In case you're using mdraid for the RAID part on a reasonably recent
Linux kernel, there is no write hole. Linux mdraid implements barriers
properly even on RAID5, at the cost of performance - mdraid waits for a
barrier to complete on all drives before submitting more i/o.

Any journalling, log or cow filesystem that relies on i/o barriers for
consistency will be consistent in Linux even on mdraid RAID5.

> > Since random IO is what SSDs excel at, there generally won't be much
> > benefit to caching large sequential IO. Bcache detects sequential IO
> > and skips it; it also keeps a rolling average of the IO sizes per
> > task, and as long as the average is above the cutoff it will skip all
> > IO from that task - instead of caching the first 512k after every
> > seek. Backups and large file copies should thus entirely bypass the
> > cache.

> Since I want my bcache device to essentially be a "journal", and to
> close the RAID5 write hole, I would prefer to disable this
> behaviour.
> 
> I propose, therefore, a further write mode, in which data is always
> written to the cache first, and synced, before it is written to the
> underlying device. This could be called "journal" perhaps, or
> something similar.

Using bcache to accelerate a RAID using a SSD is a fairly common use
case. What you're asking for can likely be achieved by:

	echo writeback	> cache_mode
	echo 0     	> writeback_percent
	echo 10240  	> writeback_rate
	echo 5		> writeback_delay
	echo 0     	> readahead
	echo 0      	> sequential_cutoff
	echo 0      	> cache/congested_read_threshold_us
	echo 0      	> cache/congested_write_threshold_us

This is what I use personally on my system with success.

It enables writeback to optimize writing whole RAID stripes and sets a
writeback delay to make sure whole stripes are collected before writing them
out.

It sets a fixed writeback rate such that reads aren't significantly
delayed even during heavy writes - the dirty data will grow instead. 

It disables readahead, disallows skipping the cache for sequential writes
and disables cache device congestion control to make sure that writes always
go through the cache device.

As a result, if the cached device is busy with writes, only full stripes get
ever written to the raid.

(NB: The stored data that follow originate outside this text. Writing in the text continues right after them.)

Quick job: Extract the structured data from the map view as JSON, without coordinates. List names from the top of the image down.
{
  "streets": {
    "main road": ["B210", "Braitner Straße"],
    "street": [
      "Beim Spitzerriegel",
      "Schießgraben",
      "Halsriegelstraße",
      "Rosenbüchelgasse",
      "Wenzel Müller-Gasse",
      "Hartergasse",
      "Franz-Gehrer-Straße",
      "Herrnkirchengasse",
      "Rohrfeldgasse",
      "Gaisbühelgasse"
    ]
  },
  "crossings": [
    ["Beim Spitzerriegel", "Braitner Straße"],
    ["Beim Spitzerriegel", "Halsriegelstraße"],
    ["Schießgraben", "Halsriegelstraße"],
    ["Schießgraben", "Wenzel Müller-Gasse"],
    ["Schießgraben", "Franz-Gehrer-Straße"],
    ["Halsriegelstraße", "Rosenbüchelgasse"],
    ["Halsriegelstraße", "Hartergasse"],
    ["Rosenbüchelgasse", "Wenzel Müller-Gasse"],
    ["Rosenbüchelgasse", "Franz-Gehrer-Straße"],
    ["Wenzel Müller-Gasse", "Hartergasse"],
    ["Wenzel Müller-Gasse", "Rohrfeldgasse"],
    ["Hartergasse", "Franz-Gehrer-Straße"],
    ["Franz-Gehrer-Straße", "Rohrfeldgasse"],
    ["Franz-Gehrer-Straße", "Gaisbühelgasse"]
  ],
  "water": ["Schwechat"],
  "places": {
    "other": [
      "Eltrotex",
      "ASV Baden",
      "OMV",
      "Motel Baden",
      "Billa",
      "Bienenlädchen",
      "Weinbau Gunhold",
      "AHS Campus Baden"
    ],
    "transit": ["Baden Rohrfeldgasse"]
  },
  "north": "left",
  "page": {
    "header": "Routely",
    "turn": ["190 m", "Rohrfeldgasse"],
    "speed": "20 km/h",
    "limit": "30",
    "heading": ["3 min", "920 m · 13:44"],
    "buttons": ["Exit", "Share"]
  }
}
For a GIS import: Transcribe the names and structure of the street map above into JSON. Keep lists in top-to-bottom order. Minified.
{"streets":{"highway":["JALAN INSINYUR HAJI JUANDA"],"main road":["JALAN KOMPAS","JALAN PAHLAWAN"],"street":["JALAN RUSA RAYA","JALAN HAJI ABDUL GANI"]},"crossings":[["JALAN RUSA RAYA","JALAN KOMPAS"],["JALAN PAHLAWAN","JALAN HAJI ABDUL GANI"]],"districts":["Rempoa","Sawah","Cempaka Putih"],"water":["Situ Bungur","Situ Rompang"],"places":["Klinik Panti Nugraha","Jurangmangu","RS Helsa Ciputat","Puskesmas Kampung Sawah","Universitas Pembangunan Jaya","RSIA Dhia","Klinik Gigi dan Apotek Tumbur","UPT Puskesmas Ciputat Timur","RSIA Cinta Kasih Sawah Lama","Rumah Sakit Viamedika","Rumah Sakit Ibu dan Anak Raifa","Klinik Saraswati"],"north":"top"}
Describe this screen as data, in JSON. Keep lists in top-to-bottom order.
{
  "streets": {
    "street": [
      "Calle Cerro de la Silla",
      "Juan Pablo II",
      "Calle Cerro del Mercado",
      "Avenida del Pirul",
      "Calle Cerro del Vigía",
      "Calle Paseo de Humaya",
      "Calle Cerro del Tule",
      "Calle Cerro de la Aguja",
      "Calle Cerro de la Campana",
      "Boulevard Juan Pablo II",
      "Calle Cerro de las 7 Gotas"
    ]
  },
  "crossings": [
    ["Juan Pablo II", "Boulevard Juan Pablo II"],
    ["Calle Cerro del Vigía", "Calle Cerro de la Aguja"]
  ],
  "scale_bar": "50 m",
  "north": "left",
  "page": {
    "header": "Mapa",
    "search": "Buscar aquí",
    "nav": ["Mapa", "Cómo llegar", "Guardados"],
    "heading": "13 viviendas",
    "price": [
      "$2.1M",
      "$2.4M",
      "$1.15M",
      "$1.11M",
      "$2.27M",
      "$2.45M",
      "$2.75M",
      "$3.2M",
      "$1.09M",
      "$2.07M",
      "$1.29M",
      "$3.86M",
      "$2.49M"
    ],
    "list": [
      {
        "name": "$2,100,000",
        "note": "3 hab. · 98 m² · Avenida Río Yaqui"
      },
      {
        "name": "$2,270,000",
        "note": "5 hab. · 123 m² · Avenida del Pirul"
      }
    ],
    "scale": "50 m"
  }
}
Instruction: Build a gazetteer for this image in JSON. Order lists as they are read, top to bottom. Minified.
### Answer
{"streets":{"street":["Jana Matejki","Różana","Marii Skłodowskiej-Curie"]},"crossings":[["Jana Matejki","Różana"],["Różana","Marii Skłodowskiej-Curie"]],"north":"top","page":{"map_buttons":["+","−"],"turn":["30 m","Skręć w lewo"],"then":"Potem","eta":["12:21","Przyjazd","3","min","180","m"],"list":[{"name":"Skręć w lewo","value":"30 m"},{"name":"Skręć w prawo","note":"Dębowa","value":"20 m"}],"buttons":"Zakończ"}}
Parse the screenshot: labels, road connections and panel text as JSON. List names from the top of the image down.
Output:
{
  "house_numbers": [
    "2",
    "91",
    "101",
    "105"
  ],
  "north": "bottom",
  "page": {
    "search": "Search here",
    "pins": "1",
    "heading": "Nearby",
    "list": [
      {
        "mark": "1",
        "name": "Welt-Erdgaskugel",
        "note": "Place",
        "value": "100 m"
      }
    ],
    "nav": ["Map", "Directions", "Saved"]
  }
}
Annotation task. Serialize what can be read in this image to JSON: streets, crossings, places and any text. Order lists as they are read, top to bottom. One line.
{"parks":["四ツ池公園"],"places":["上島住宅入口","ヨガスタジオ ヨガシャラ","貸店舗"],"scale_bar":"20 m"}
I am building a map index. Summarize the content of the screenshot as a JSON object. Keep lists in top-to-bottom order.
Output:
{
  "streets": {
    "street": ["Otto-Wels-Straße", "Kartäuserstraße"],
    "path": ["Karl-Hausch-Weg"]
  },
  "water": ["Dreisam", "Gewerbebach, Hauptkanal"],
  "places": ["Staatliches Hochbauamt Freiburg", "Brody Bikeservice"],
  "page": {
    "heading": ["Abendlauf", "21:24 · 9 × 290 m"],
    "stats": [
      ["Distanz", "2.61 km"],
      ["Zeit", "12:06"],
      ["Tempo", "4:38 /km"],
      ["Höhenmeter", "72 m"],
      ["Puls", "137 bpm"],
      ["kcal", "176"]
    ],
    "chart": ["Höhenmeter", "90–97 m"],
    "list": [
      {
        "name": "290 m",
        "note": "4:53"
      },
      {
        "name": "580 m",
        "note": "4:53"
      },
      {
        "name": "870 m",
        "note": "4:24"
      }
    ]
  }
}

When the device is idle, even the remaining dirty
data gets written to the raid.

> I am optimistic that this would be a relatively small change to the
> code, since it only requires to always choose the cache to write
> data to first. Perhaps the sync behaviour is also more complex, I am
> not familiar with the internals.
> 
> So, does anyone have any idea if this is practical, if it would
> genuinely close the write hole, or any other thoughts?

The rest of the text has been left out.